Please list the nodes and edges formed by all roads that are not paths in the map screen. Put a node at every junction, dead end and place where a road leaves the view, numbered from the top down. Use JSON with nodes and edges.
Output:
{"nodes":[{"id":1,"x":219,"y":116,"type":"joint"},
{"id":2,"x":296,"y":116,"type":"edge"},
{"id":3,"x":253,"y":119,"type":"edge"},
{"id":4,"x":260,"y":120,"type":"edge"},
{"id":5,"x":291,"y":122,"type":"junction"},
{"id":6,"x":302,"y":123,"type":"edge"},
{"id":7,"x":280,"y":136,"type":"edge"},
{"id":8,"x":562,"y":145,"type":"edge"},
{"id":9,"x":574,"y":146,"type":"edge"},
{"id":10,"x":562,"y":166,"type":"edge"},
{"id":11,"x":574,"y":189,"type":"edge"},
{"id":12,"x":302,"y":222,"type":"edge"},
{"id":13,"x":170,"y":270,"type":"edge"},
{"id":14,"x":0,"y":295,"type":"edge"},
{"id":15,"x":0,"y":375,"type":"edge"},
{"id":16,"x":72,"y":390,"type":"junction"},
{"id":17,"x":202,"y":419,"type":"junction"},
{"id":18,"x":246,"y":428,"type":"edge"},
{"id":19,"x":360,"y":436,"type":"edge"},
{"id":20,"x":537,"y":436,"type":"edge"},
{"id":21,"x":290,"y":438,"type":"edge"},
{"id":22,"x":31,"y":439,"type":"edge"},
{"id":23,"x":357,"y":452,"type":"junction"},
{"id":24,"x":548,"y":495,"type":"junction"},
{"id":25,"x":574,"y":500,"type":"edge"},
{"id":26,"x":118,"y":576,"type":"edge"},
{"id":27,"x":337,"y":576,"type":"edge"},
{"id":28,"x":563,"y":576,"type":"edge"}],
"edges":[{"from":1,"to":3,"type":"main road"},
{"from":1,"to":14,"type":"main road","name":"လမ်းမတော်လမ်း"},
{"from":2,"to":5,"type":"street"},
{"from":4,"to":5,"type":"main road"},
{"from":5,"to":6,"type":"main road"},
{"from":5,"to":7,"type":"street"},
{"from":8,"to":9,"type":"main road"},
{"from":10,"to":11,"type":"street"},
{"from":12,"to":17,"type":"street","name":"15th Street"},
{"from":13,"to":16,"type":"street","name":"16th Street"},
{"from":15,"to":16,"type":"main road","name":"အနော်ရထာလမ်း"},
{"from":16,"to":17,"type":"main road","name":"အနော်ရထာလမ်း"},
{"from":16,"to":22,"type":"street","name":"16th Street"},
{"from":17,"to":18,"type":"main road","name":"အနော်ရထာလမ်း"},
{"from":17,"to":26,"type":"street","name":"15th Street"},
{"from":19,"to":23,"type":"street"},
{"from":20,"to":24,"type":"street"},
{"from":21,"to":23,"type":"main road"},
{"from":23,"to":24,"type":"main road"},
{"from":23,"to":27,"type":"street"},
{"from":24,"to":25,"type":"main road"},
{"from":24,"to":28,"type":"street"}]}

::::::::

Your answer should consist of the lines from the listing that hold the word "road".

Please list the nodes and edges formed by all roads that are not paths in the map screen. Put a node at every junction, dead end and place where a road leaves the view, numbered from the top down. Use JSON with nodes and edges.
"edges":[{"from":1,"to":3,"type":"main road"},
{"from":1,"to":14,"type":"main road","name":"လမ်းမတော်လမ်း"},
{"from":4,"to":5,"type":"main road"},
{"from":5,"to":6,"type":"main road"},
{"from":8,"to":9,"type":"main road"},
{"from":15,"to":16,"type":"main road","name":"အနော်ရထာလမ်း"},
{"from":16,"to":17,"type":"main road","name":"အနော်ရထာလမ်း"},
{"from":17,"to":18,"type":"main road","name":"အနော်ရထာလမ်း"},
{"from":21,"to":23,"type":"main road"},
{"from":23,"to":24,"type":"main road"},
{"from":24,"to":25,"type":"main road"},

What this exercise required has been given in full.